Comme au théâtre, il met en scène le jardin, s’amuse avec l’espace et la lumière. «Je joue avec les notions de plein et de vide. Où remplir? Où laisser respirer? Le jardin est un endroit où la lumière doit exister, où les ombres doivent pouvoir se poser. Il faut de l’espace pour qu’elles se projettent. Ce sont toutes ces choses-là qu’il faut apprendre à maîtriser.» On lui reproche parfois d’être trop théâtral dans ses aménagements. L’ex-scénographe s’en accommode: «Le jardin est ma scène. C’est inné, je ne peux pas faire autrement, mais j’aime à penser que dans la vie, on ne perd jamais son temps. Je peux aujourd’hui mettre à contribution les savoirs et compétences acquis aux Beaux-Arts et au théâtre. Tout s’est fait dans l’ordre des choses.»

Le temps, une notion qu’il a appris à apprivoiser. «J’ai longtemps couru après les trains, après les boulots. Quand on s’occupe de son jardin, on sort de cette logique qui consiste à se dire: «Oh! non, je n’aurai pas fini ce soir.» On observe ce qui a changé. C’est une esthétique par la preuve aussi. Ce que j’ai planté il y a vingt ans pousse.» Le confinement strict en France l’a contraint de s’y poser durant deux mois et demi. Pour son plus grand bonheur. Enfin, pas trop non plus. L’expert jardinier admet: «Je suis un grand flippé. J’ai dû instaurer des rites, histoire de ne pas devenir dingo. Le dimanche, je me rasais et mettais ma chemise blanche pour déjeuner. Même si on était que trois à table. J’ai continué de travailler. Tous les soirs, avec mon équipe, on postait sur Facebook des Bienvenue au jardin, des petites capsules vidéo qui ont fini par récolter plus de 200 000 vues.»

Cet engouement du public pour la nature, ce retour vers la terre, est un phénomène qu’il a pu observer bien avant l’arrivée de la pandémie. «La vie ne peut pas être exclusivement urbaine. Depuis une dizaine d’années, les gens s’intéressent de nouveau à ce qu’ils mangent, à la façon dont ça pousse. Ils veulent que leurs enfants comprennent ce qu’est une tomate, un plant d’épinards ou de pommes de terre.» Dans l’émission, l’animateur prodigue des conseils pour agrémenter son extérieur mais cherche à transmettre ses connaissances et sa passion. Il confirme: «En 23 ans d’existence, l’émission a beaucoup évolué. Au départ, nous étions très pragmatiques puis assez vite, l’envie de pousser les murs est venue. D’aller visiter d’autres jardins, de rencontrer des passionnés. Des invités qui nous parlaient de choses nouvelles. On ne jardine plus comme avant. On a évacué les produits phytosanitaires, on privilégie les circuits courts, chez les amateurs, en tout cas.
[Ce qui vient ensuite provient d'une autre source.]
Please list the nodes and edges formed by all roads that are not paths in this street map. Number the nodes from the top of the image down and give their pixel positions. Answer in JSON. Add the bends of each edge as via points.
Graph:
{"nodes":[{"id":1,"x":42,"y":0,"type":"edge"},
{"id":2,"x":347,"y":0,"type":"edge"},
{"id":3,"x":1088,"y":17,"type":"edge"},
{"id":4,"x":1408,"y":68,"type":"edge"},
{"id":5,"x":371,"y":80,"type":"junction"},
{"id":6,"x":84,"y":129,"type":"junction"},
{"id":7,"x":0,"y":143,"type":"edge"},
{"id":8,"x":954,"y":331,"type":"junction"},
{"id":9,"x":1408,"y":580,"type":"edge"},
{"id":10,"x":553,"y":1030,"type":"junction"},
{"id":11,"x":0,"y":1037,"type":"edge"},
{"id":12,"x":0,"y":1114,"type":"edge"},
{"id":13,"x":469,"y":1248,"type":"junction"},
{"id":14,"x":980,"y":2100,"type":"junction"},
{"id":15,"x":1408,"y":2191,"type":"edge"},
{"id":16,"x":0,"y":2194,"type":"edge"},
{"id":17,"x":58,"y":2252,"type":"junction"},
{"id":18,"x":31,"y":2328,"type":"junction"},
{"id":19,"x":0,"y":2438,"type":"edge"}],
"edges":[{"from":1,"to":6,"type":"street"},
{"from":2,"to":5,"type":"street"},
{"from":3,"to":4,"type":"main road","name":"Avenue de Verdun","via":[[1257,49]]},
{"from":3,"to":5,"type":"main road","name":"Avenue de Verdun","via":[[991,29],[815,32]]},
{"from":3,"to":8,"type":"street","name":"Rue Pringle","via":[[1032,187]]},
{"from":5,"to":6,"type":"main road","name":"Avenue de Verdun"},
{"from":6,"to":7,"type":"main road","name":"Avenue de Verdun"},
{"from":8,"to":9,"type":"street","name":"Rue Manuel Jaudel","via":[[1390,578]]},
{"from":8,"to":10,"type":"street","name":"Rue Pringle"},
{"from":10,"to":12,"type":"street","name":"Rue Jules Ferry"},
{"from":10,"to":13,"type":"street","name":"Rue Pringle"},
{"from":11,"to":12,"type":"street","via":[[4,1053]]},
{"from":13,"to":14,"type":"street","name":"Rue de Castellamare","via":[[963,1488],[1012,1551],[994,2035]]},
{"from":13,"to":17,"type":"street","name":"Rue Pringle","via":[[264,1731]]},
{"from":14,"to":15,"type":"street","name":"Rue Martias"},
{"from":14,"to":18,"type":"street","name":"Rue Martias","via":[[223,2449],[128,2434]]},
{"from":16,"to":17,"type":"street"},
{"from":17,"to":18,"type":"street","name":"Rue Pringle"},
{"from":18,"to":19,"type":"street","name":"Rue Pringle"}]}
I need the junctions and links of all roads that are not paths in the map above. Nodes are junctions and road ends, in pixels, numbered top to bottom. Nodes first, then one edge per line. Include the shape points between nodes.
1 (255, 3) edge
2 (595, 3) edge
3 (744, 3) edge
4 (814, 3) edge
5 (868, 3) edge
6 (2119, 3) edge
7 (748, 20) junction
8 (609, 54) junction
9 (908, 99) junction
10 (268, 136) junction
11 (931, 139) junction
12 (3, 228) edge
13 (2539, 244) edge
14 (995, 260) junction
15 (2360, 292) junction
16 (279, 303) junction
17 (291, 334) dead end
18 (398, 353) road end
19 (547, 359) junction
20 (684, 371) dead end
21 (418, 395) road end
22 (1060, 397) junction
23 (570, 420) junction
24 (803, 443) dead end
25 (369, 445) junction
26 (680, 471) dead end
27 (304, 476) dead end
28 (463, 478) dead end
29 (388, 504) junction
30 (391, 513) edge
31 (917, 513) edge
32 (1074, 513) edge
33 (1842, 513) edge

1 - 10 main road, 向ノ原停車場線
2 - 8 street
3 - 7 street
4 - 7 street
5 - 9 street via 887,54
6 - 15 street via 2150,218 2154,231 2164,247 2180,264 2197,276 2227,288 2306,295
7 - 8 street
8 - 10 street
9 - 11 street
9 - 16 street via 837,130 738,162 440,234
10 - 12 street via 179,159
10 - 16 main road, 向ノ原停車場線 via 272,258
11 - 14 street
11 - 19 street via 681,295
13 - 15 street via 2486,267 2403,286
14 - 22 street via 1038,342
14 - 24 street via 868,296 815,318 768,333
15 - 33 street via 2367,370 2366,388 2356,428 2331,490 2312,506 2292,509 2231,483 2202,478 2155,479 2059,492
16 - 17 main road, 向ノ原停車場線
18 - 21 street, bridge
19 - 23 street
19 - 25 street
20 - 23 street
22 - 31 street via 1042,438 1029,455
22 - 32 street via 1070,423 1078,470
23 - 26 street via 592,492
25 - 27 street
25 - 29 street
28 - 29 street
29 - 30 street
Il a fallu inventer et mettre en place de nouvelles pratiques. On est là pour en parler pour aider les gens à se les approprier.»

Une envie de pédagogie qui s’est poursuivie en 2019 avec la naissance d’un Silence, ça pousse, junior! A partir d’expériences menées dans le jardin emblématique, les enfants découvrent le monde végétal et le vocabulaire de la botanique. Il confie, amusé: «Il a fallu trouver le ton juste. Pas papy qui fait la leçon aux mômes! Il faut que ce soit souple et drôle. Du contenu vivant, dans un bel endroit. Où ça respire!»